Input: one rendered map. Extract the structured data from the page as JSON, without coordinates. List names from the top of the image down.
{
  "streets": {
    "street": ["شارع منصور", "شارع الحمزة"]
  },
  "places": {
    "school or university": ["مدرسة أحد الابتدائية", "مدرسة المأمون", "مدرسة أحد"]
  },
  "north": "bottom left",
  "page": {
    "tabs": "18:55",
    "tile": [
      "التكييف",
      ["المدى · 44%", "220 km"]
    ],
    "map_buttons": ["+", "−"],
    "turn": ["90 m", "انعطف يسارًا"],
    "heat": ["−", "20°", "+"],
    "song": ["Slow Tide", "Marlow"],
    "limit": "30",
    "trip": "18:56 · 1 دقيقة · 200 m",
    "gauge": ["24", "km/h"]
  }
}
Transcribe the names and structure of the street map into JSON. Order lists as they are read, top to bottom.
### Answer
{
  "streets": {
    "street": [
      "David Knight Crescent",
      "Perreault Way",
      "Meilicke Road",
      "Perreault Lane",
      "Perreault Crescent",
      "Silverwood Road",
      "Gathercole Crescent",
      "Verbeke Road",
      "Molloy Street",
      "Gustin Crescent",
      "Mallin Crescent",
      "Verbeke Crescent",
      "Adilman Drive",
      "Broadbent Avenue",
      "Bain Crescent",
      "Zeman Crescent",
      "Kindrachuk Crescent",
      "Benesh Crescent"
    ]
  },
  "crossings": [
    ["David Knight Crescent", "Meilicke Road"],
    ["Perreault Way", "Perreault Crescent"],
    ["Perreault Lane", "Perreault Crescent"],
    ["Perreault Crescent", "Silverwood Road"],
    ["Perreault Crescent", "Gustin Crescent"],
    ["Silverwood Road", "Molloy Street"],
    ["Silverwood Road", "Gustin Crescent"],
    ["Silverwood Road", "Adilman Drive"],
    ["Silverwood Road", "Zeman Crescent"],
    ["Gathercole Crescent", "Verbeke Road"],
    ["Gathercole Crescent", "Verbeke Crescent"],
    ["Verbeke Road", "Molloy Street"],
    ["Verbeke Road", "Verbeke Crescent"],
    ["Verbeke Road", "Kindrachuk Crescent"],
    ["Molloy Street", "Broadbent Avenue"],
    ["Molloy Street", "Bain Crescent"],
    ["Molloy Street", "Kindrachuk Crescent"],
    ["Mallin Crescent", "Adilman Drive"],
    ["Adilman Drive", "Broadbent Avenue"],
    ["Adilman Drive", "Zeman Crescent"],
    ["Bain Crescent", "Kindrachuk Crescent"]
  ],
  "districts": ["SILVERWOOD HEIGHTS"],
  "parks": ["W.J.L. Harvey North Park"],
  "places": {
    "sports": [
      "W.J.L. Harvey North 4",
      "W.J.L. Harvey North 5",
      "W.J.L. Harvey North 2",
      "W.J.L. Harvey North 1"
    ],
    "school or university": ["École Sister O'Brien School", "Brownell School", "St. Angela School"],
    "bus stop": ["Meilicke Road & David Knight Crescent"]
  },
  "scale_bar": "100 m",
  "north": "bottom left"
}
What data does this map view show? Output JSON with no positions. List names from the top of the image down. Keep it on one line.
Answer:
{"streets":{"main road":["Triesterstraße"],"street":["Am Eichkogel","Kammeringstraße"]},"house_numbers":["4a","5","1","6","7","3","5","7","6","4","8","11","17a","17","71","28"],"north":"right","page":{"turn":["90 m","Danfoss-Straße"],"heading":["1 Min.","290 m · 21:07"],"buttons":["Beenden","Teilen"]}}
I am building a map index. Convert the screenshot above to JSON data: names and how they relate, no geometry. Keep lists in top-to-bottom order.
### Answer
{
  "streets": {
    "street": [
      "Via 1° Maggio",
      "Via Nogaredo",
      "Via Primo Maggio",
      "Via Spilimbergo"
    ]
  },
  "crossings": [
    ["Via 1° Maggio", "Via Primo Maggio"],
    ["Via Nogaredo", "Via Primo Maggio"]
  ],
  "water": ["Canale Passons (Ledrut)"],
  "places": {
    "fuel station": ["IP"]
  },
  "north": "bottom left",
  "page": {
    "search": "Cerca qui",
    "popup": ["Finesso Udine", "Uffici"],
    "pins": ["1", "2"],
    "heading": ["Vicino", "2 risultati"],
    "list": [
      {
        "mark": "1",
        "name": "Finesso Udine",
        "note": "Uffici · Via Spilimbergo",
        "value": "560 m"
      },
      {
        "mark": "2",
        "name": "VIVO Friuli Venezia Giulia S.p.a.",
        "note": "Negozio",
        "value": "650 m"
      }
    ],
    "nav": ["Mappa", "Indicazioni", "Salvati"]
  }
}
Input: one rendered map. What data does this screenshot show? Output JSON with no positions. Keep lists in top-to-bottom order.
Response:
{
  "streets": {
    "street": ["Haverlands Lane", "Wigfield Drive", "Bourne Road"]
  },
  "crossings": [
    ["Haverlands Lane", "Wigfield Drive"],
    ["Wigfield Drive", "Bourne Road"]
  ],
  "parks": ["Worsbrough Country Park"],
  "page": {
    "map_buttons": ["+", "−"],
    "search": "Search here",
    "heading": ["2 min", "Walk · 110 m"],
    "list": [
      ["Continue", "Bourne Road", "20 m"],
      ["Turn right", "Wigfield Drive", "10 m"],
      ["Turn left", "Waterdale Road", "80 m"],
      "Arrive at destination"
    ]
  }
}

•••••

TASK BRIEF. Note how many lines in the listing above contain the word "What" and give only that number.

YOUR RESPONSE. 2